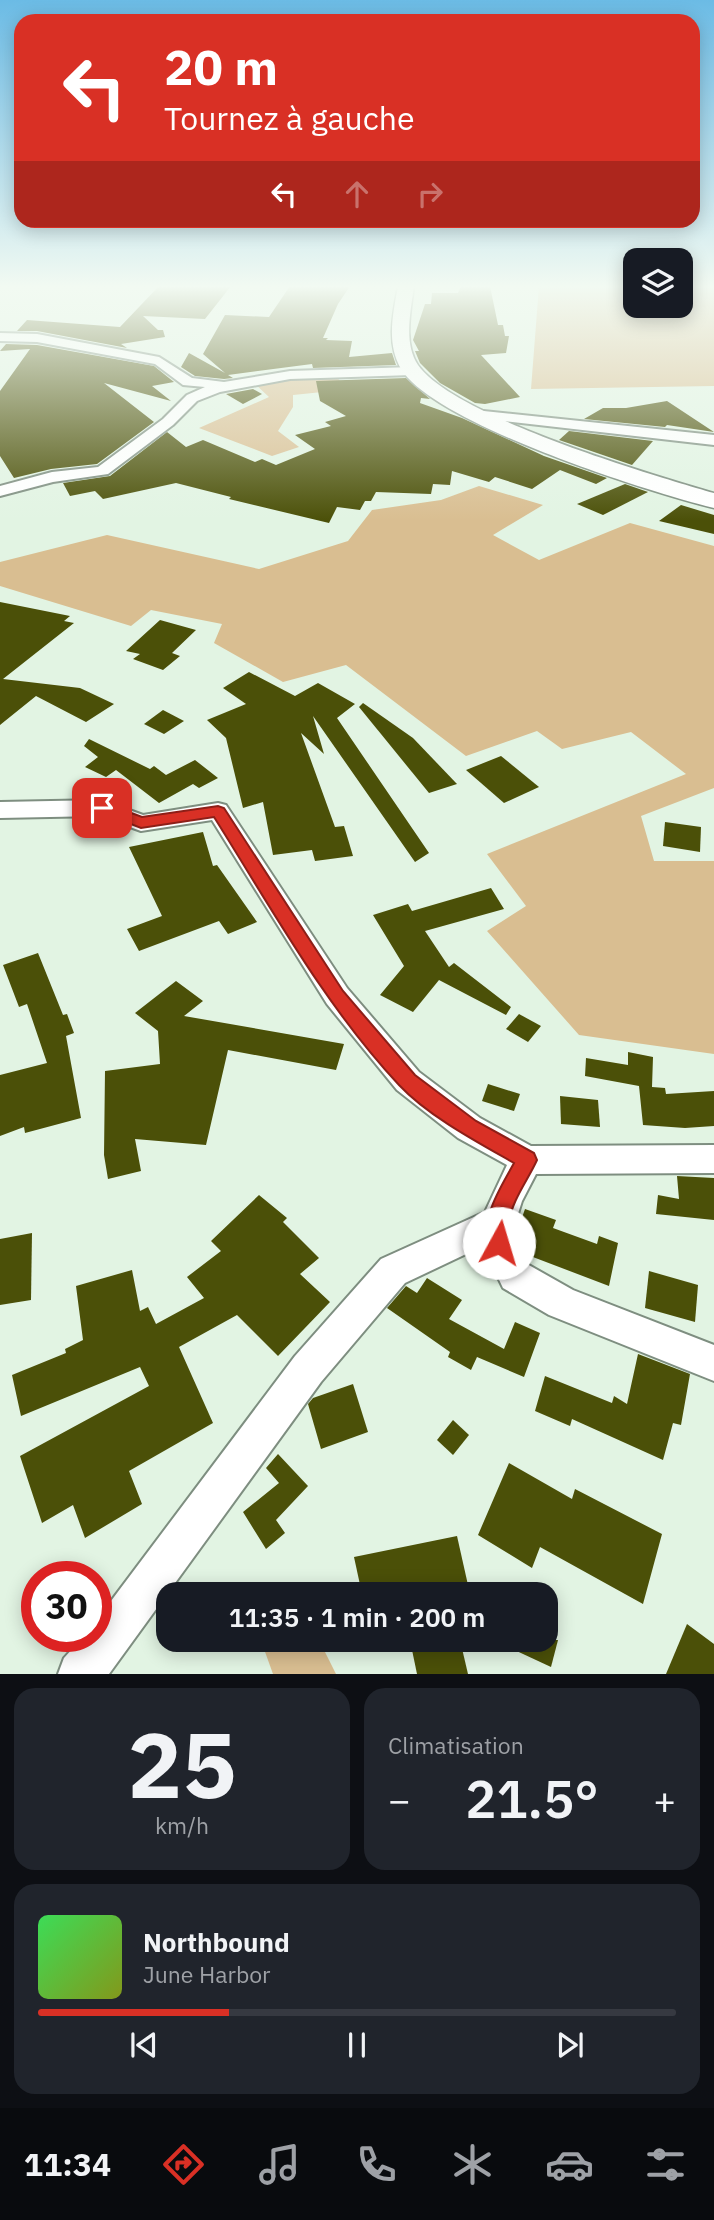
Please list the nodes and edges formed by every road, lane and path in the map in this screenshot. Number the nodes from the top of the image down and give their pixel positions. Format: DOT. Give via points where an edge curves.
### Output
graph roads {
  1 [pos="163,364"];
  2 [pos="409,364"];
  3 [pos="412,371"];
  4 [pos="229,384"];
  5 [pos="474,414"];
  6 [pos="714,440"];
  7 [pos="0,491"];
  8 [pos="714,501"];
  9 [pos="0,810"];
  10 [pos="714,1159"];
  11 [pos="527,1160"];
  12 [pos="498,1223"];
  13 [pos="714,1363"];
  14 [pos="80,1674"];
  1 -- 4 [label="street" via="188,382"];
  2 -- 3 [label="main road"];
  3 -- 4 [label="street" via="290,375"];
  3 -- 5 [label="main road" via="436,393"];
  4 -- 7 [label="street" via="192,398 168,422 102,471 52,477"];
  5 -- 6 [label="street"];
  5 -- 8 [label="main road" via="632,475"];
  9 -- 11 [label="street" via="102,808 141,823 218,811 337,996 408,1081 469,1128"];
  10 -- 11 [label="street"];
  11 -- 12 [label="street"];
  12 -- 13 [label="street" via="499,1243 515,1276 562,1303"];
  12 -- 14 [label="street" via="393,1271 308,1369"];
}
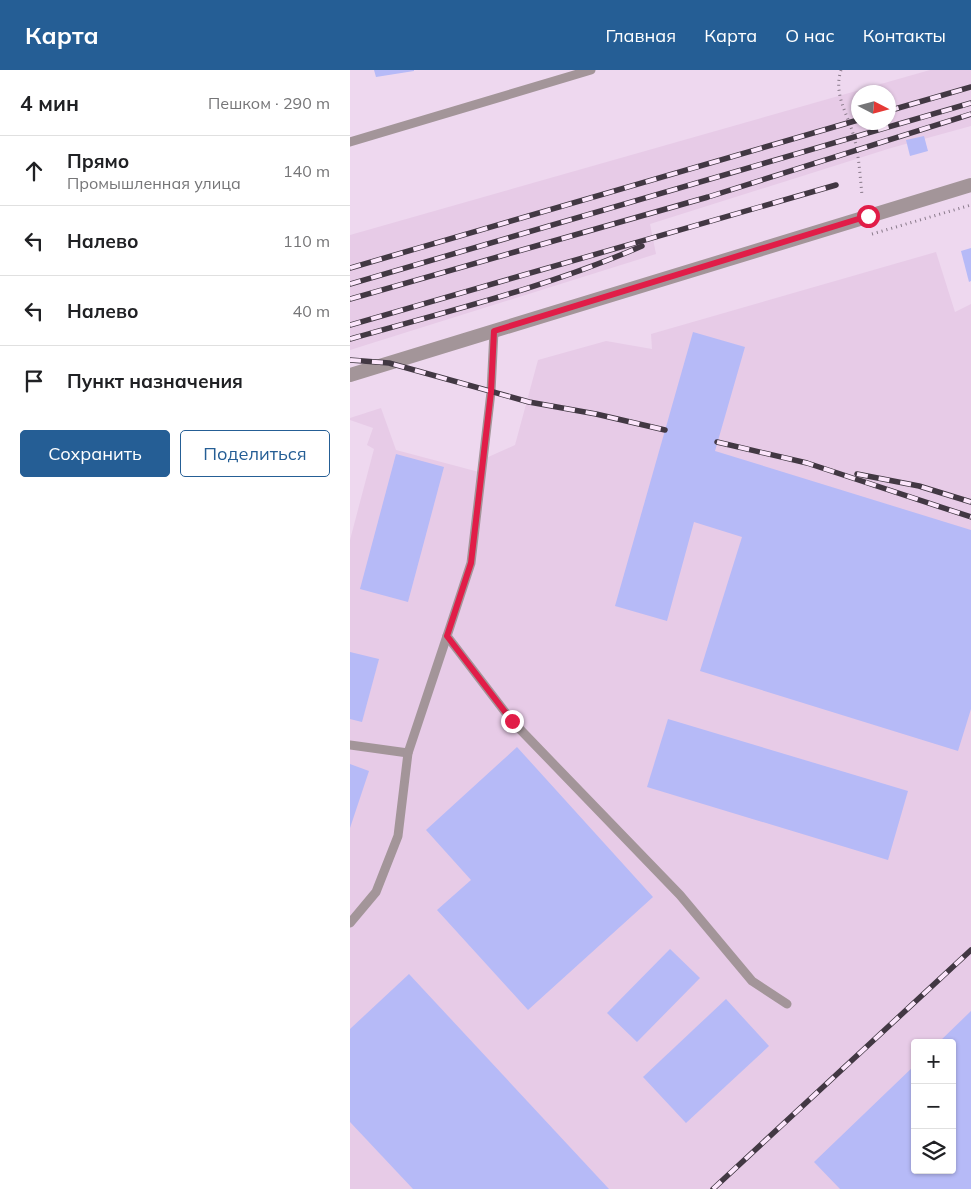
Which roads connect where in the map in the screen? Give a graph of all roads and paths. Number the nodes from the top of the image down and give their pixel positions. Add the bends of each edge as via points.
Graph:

━━━━━━━━━━━━━━━━━━━━

:: ACTION ITEM ::
Your response should be the count of lines in the material above that contain "Number", with nothing added.

:: TASK RESPONSE ::
2